Continuous data collection can be an excellent solution for some of the use-cases as follows
- Simple Monitoring
Implement simple monitoring when sophisticated, dedicated monitoring tools are not available or not feasible due to various reasons like security policies, resources, etc. - Capturing an event which happens rarely
Continuous capture of wait events can reveal many details about the system. It is a proven technique for capturing rare events. - Load pattern study.
When connected to the template1
database, the gather.sql
script switches to a lightweight mode and skips the collection of many of the datapoints including object-specific information. It collects only live, dynamic, performance-related information. This is called a partial gathering and it can be further compressed with gzip to reduce the size significantly.
A job can be scheduled to run gather.sql
to run every minute against the "template1" database and collect the output files into a directory.
Following is an example for scheduling in Linux/Unix systems using cron
.
* * * * * psql -U postgres -d template1 -X -f /path/to/gather.sql | gzip > /path/to/out/out-`date +\%a-\%H.\%M`.txt.gz 2>&1
if there is any important event which need to be monitored. A simple shell loop should be good enough
for i in {1..10}
do
psql -U postgres -d template1 -X -f ~/pg_gather/gather.sql | gzip > /tmp/out-`date +\%a-\%H.\%M.\%S`.txt.gz 2>&1
done
A separate schema (history
) can hold the imported data.
A script file with the name history_schema.sql
is provided for creating this schema and objects.

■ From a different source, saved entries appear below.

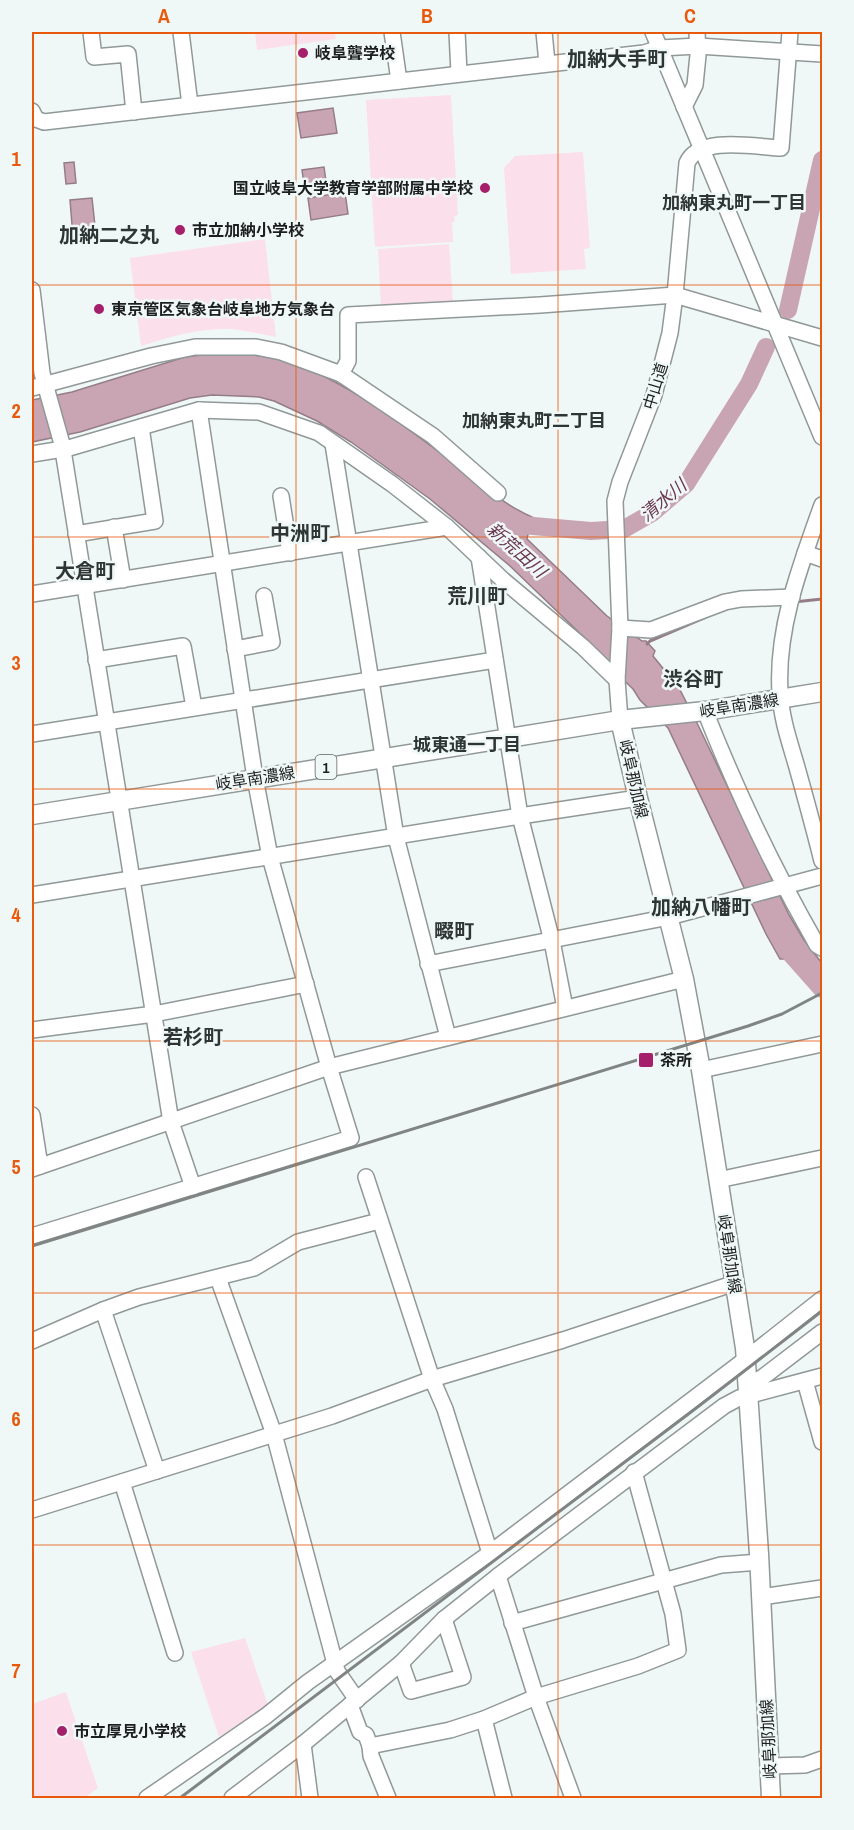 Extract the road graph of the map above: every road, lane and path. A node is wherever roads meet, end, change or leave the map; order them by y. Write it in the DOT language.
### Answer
graph roads {
  1 [pos="91,32"];
  2 [pos="181,32"];
  3 [pos="392,32"];
  4 [pos="457,32"];
  5 [pos="544,32"];
  6 [pos="653,32"];
  7 [pos="790,32"];
  8 [pos="697,39"];
  9 [pos="660,48"];
  10 [pos="789,51"];
  11 [pos="822,54"];
  12 [pos="547,63"];
  13 [pos="459,73"];
  14 [pos="399,81"];
  15 [pos="190,105"];
  16 [pos="684,106"];
  17 [pos="134,111"];
  18 [pos="32,113"];
  19 [pos="702,147"];
  20 [pos="32,290"];
  21 [pos="675,295"];
  22 [pos="775,324"];
  23 [pos="822,338"];
  24 [pos="341,374"];
  25 [pos="41,387"];
  26 [pos="199,410"];
  27 [pos="141,427"];
  28 [pos="822,437"];
  29 [pos="333,444"];
  30 [pos="62,446"];
  31 [pos="32,454"];
  32 [pos="498,493"];
  33 [pos="281,496"];
  34 [pos="822,505"];
  35 [pos="447,527"];
  36 [pos="114,528"];
  37 [pos="76,534"];
  38 [pos="349,544"];
  39 [pos="290,553"];
  40 [pos="805,553"];
  41 [pos="479,557"];
  42 [pos="822,559"];
  43 [pos="222,564"];
  44 [pos="123,580"];
  45 [pos="84,586"];
  46 [pos="32,594"];
  47 [pos="264,596"];
  48 [pos="791,602"];
  49 [pos="620,628"];
  50 [pos="235,649"];
  51 [pos="96,660"];
  52 [pos="495,660"];
  53 [pos="371,679"];
  54 [pos="617,680"];
  55 [pos="822,684"];
  56 [pos="822,692"];
  57 [pos="780,695"];
  58 [pos="243,699"];
  59 [pos="194,707"];
  60 [pos="699,709"];
  61 [pos="620,720"];
  62 [pos="106,722"];
  63 [pos="32,734"];
  64 [pos="507,738"];
  65 [pos="383,758"];
  66 [pos="255,778"];
  67 [pos="638,798"];
  68 [pos="119,801"];
  69 [pos="32,814"];
  70 [pos="520,816"];
  71 [pos="396,837"];
  72 [pos="270,857"];
  73 [pos="822,861"];
  74 [pos="822,876"];
  75 [pos="132,879"];
  76 [pos="782,887"];
  77 [pos="32,895"];
  78 [pos="669,917"];
  79 [pos="552,941"];
  80 [pos="822,948"];
  81 [pos="428,964"];
  82 [pos="684,979"];
  83 [pos="306,984"];
  84 [pos="565,1008"];
  85 [pos="154,1014"];
  86 [pos="32,1030"];
  87 [pos="447,1037"];
  88 [pos="822,1044"];
  89 [pos="329,1067"];
  90 [pos="701,1070"];
  91 [pos="32,1115"];
  92 [pos="171,1122"];
  93 [pos="822,1158"];
  94 [pos="36,1168"];
  95 [pos="366,1177"];
  96 [pos="718,1179"];
  97 [pos="193,1187"];
  98 [pos="379,1221"];
  99 [pos="32,1236"];
  100 [pos="218,1278"];
  101 [pos="735,1283"];
  102 [pos="822,1299"];
  103 [pos="103,1310"];
  104 [pos="822,1332"];
  105 [pos="32,1341"];
  106 [pos="746,1359"];
  107 [pos="822,1376"];
  108 [pos="432,1379"];
  109 [pos="805,1381"];
  110 [pos="749,1390"];
  111 [pos="274,1434"];
  112 [pos="822,1442"];
  113 [pos="157,1471"];
  114 [pos="634,1472"];
  115 [pos="123,1482"];
  116 [pos="32,1510"];
  117 [pos="490,1553"];
  118 [pos="760,1562"];
  119 [pos="498,1576"];
  120 [pos="664,1581"];
  121 [pos="822,1588"];
  122 [pos="761,1598"];
  123 [pos="444,1619"];
  124 [pos="512,1623"];
  125 [pos="175,1653"];
  126 [pos="401,1663"];
  127 [pos="335,1664"];
  128 [pos="536,1697"];
  129 [pos="353,1702"];
  130 [pos="483,1719"];
  131 [pos="303,1744"];
  132 [pos="370,1746"];
  133 [pos="822,1759"];
  134 [pos="769,1766"];
  135 [pos="147,1798"];
  136 [pos="232,1798"];
  137 [pos="310,1798"];
  138 [pos="388,1798"];
  139 [pos="504,1798"];
  140 [pos="573,1798"];
  141 [pos="771,1798"];
  1 -- 17 [label="street"];
  2 -- 15 [label="street"];
  3 -- 14 [label="street"];
  4 -- 13 [label="street"];
  5 -- 12 [label="street"];
  6 -- 9 [label="street"];
  7 -- 10 [label="street"];
  8 -- 9 [label="street"];
  8 -- 10 [label="street"];
  8 -- 16 [label="street"];
  9 -- 12 [label="street"];
  9 -- 16 [label="street"];
  10 -- 11 [label="street"];
  10 -- 19 [label="street"];
  12 -- 13 [label="street"];
  13 -- 14 [label="street"];
  14 -- 15 [label="street"];
  15 -- 17 [label="street"];
  16 -- 19 [label="street"];
  17 -- 18 [label="street"];
  19 -- 21 [label="street, 中山道"];
  19 -- 22 [label="street"];
  20 -- 25 [label="street"];
  21 -- 22 [label="street"];
  21 -- 24 [label="street"];
  21 -- 49 [label="street, 中山道"];
  22 -- 23 [label="street"];
  22 -- 28 [label="street"];
  24 -- 25 [label="street"];
  24 -- 32 [label="street"];
  25 -- 30 [label="street"];
  26 -- 27 [label="street"];
  26 -- 29 [label="street"];
  26 -- 43 [label="street"];
  27 -- 30 [label="street"];
  27 -- 36 [label="street"];
  29 -- 35 [label="street"];
  29 -- 38 [label="street"];
  30 -- 31 [label="street"];
  30 -- 37 [label="street"];
  33 -- 39 [label="street"];
  34 -- 40 [label="street"];
  35 -- 38 [label="street"];
  35 -- 41 [label="street"];
  36 -- 37 [label="street"];
  36 -- 44 [label="street"];
  37 -- 45 [label="street"];
  38 -- 39 [label="street"];
  38 -- 53 [label="street"];
  39 -- 43 [label="street"];
  40 -- 42 [label="street"];
  40 -- 48 [label="street"];
  41 -- 52 [label="street"];
  41 -- 54 [label="street"];
  43 -- 44 [label="street"];
  43 -- 50 [label="street"];
  44 -- 45 [label="street"];
  45 -- 46 [label="street"];
  45 -- 51 [label="street"];
  47 -- 50 [label="street"];
  48 -- 49 [label="street"];
  48 -- 57 [label="street"];
  49 -- 54 [label="street, 中山道"];
  50 -- 58 [label="street"];
  51 -- 59 [label="street"];
  51 -- 62 [label="street"];
  52 -- 53 [label="street"];
  52 -- 64 [label="street"];
  53 -- 58 [label="street"];
  53 -- 65 [label="street"];
  54 -- 61 [label="street, 中山道"];
  55 -- 57 [label="main road, 岐阜南濃線 / 1"];
  56 -- 57 [label="main road, 岐阜南濃線 / 1"];
  57 -- 60 [label="main road, 岐阜南濃線 / 1"];
  57 -- 73 [label="street"];
  58 -- 59 [label="street"];
  58 -- 66 [label="street"];
  59 -- 62 [label="street"];
  60 -- 61 [label="main road, 岐阜南濃線 / 1"];
  60 -- 76 [label="street"];
  61 -- 64 [label="main road, 岐阜南濃線 / 1"];
  61 -- 67 [label="main road, 岐阜那加線"];
  62 -- 63 [label="street"];
  62 -- 68 [label="street"];
  64 -- 65 [label="main road, 岐阜南濃線 / 1"];
  64 -- 70 [label="street"];
  65 -- 66 [label="main road, 岐阜南濃線 / 1"];
  65 -- 71 [label="street"];
  66 -- 68 [label="main road, 岐阜南濃線 / 1"];
  66 -- 72 [label="street"];
  67 -- 70 [label="street"];
  67 -- 78 [label="main road, 岐阜那加線"];
  68 -- 69 [label="main road, 岐阜南濃線 / 1"];
  68 -- 75 [label="street"];
  70 -- 71 [label="street"];
  70 -- 79 [label="street"];
  71 -- 72 [label="street"];
  71 -- 81 [label="street"];
  72 -- 75 [label="street"];
  72 -- 83 [label="street"];
  74 -- 76 [label="street"];
  75 -- 77 [label="street"];
  75 -- 85 [label="street"];
  76 -- 78 [label="street"];
  76 -- 80 [label="street"];
  78 -- 79 [label="street"];
  78 -- 82 [label="main road, 岐阜那加線"];
  79 -- 81 [label="street"];
  79 -- 84 [label="street"];
  81 -- 87 [label="street"];
  82 -- 84 [label="street"];
  82 -- 90 [label="main road, 岐阜那加線"];
  83 -- 85 [label="street"];
  83 -- 89 [label="street"];
  84 -- 87 [label="street"];
  85 -- 86 [label="street"];
  85 -- 92 [label="street"];
  87 -- 89 [label="street"];
  88 -- 90 [label="street"];
  89 -- 92 [label="street"];
  89 -- 97 [label="street"];
  90 -- 96 [label="main road, 岐阜那加線"];
  91 -- 94 [label="street"];
  92 -- 94 [label="street"];
  92 -- 97 [label="street"];
  93 -- 96 [label="street"];
  95 -- 98 [label="street"];
  96 -- 101 [label="main road, 岐阜那加線"];
  97 -- 99 [label="street"];
  98 -- 100 [label="street"];
  98 -- 108 [label="street"];
  100 -- 103 [label="street"];
  100 -- 111 [label="street"];
  101 -- 106 [label="main road, 岐阜那加線"];
  101 -- 108 [label="street"];
  102 -- 106 [label="street"];
  103 -- 105 [label="street"];
  103 -- 113 [label="street"];
  104 -- 110 [label="street"];
  106 -- 110 [label="main road, 岐阜那加線"];
  106 -- 117 [label="street"];
  107 -- 109 [label="street"];
  108 -- 111 [label="street"];
  108 -- 117 [label="street"];
  109 -- 110 [label="street"];
  109 -- 112 [label="street"];
  110 -- 114 [label="street"];
  110 -- 118 [label="main road, 岐阜那加線"];
  111 -- 113 [label="street"];
  111 -- 127 [label="street"];
  113 -- 115 [label="street"];
  114 -- 119 [label="street"];
  114 -- 120 [label="street"];
  115 -- 116 [label="street"];
  115 -- 125 [label="street"];
  117 -- 127 [label="street"];
  118 -- 120 [label="street"];
  118 -- 122 [label="main road, 岐阜那加線"];
  119 -- 123 [label="street"];
  119 -- 124 [label="street"];
  120 -- 124 [label="street"];
  120 -- 128 [label="street"];
  121 -- 122 [label="street"];
  122 -- 134 [label="main road, 岐阜那加線"];
  123 -- 126 [label="street"];
  123 -- 126 [label="street"];
  124 -- 128 [label="street"];
  126 -- 129 [label="street"];
  127 -- 129 [label="street"];
  127 -- 135 [label="street"];
  128 -- 130 [label="street"];
  128 -- 140 [label="street"];
  129 -- 131 [label="street"];
  129 -- 132 [label="street"];
  130 -- 132 [label="street"];
  130 -- 139 [label="street"];
  131 -- 136 [label="street"];
  131 -- 137 [label="street"];
  132 -- 138 [label="street"];
  133 -- 134 [label="street"];
  134 -- 141 [label="main road, 岐阜那加線"];
}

psql -X -f history_schema.sql
A Bash script imphistory.sh
is provided, which automates importing partial data from multiple files into the tables in history
schema. This script can be executed from the directory which contains all the output files. Multiiple files and Wild cards are allowed. Here is an example:
$ imphistory.sh out-*.gz > log.txt
SELECT COALESCE(wait_event,'CPU') "Event", count(*) FROM history.pg_pid_wait
WHERE wait_event IS NULL OR wait_event NOT IN ('ArchiverMain','AutoVacuumMain','BgWriterHibernate','BgWriterMain','CheckpointerMain','LogicalApplyMain','LogicalLauncherMain','RecoveryWalStream','SysLoggerMain','WalReceiverMain','WalSenderMain','WalWriterMain','CheckpointWriteDelay','PgSleep','VacuumDelay')
GROUP BY 1 ORDER BY count(*) DESC;
SELECT collect_ts,COALESCE(wait_event,'CPU') "Event", count(*) FROM history.pg_pid_wait
WHERE wait_event IS NULL OR wait_event NOT IN ('ArchiverMain','AutoVacuumMain','BgWriterHibernate','BgWriterMain','CheckpointerMain','LogicalApplyMain','LogicalLauncherMain','RecoveryWalStream','SysLoggerMain','WalReceiverMain','WalSenderMain','WalWriterMain','CheckpointWriteDelay','PgSleep','VacuumDelay')

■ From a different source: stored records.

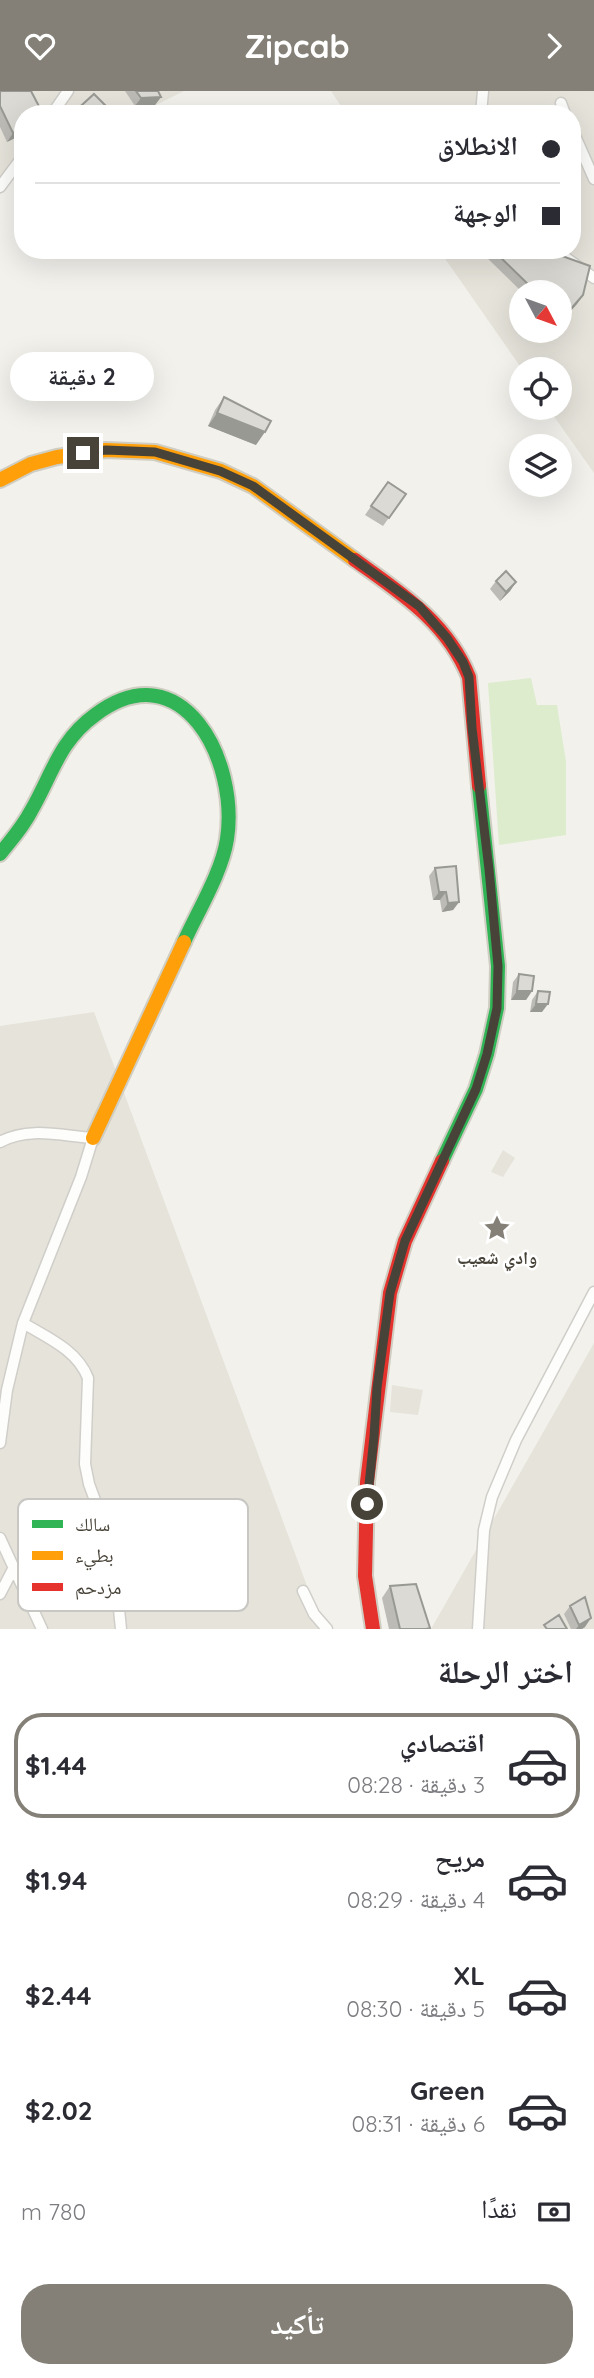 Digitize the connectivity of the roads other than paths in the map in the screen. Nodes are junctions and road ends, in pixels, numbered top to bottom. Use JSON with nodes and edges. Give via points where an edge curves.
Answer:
{"nodes":[{"id":1,"x":581,"y":149,"type":"edge"},
{"id":2,"x":14,"y":168,"type":"edge"},
{"id":3,"x":594,"y":179,"type":"edge"},
{"id":4,"x":0,"y":187,"type":"edge"},
{"id":5,"x":568,"y":259,"type":"edge"},
{"id":6,"x":594,"y":278,"type":"edge"},
{"id":7,"x":0,"y":480,"type":"edge"},
{"id":8,"x":0,"y":854,"type":"edge"},
{"id":9,"x":93,"y":1138,"type":"junction"},
{"id":10,"x":0,"y":1142,"type":"edge"},
{"id":11,"x":594,"y":1292,"type":"edge"},
{"id":12,"x":23,"y":1323,"type":"junction"},
{"id":13,"x":0,"y":1443,"type":"edge"},
{"id":14,"x":95,"y":1499,"type":"edge"},
{"id":15,"x":0,"y":1538,"type":"edge"},
{"id":16,"x":13,"y":1569,"type":"junction"},
{"id":17,"x":18,"y":1579,"type":"edge"},
{"id":18,"x":303,"y":1591,"type":"dead end"},
{"id":19,"x":0,"y":1594,"type":"edge"},
{"id":20,"x":33,"y":1611,"type":"edge"},
{"id":21,"x":119,"y":1611,"type":"edge"},
{"id":22,"x":42,"y":1629,"type":"edge"},
{"id":23,"x":121,"y":1629,"type":"edge"},
{"id":24,"x":327,"y":1629,"type":"edge"},
{"id":25,"x":373,"y":1629,"type":"edge"},
{"id":26,"x":478,"y":1629,"type":"edge"}],
"edges":[{"from":1,"to":3,"type":"street"},
{"from":2,"to":4,"type":"street"},
{"from":5,"to":6,"type":"street"},
{"from":7,"to":25,"type":"main road","via":[[31,464],[106,450],[155,452],[220,471],[253,486],[419,606],[447,638],[469,677],[498,966],[497,1008],[476,1089],[405,1241],[390,1293],[368,1482],[365,1576]]},
{"from":8,"to":9,"type":"main road","via":[[33,808],[55,760],[70,740],[115,701],[160,695],[191,714],[206,732],[228,792],[229,833],[224,855]]},
{"from":9,"to":10,"type":"street","via":[[29,1133]]},
{"from":9,"to":12,"type":"street"},
{"from":11,"to":26,"type":"street","via":[[516,1440],[492,1497],[484,1530]]},
{"from":12,"to":13,"type":"street"},
{"from":12,"to":14,"type":"street","via":[[84,1367],[88,1378],[85,1464]]},
{"from":15,"to":16,"type":"street"},
{"from":16,"to":17,"type":"street"},
{"from":16,"to":19,"type":"street"},
{"from":18,"to":24,"type":"street"},
{"from":20,"to":22,"type":"street"},
{"from":21,"to":23,"type":"street"}]}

GROUP BY 1,2 ORDER BY 1,2 DESC;
Crosstab reports of waitevents over a time can provide more insight into the way waitevents are changing with time. This kind of information will be useful for graphing. A sample crosstab query is provided
The code for data collection went for multiple rounds of optimization effort over last few years. It is expected to take least server resource. On test enviroments, Typically 4-5% of single CPU core is observed. In a multi-core server, this overhead becomes negligable and almost invisible
PID USER PR NI VIRT RES SHR S %CPU %MEM TIME+ COMMAND
14316 postgres 20 0 225812 29052 24704 S 3.6 0.1 0:00.59 postgres: 14/main: postgres template1 127.0.0.1(39142) EXECUTE
14313 jobin 20 0 25452 13312 11136 S 1.7 0.0 0:00.24 psql -U postgres -d template1 -X -f /home/jobin/pg_gather/gather.sql
The collection happens over single database connection and it is expected to consume 10MB RAM.
Yes, One of the main objective of the pg_gather
projct is the capability to generate reports using available informaiton. Since it is part of the design principle, generating the report usign partial data collection is supported.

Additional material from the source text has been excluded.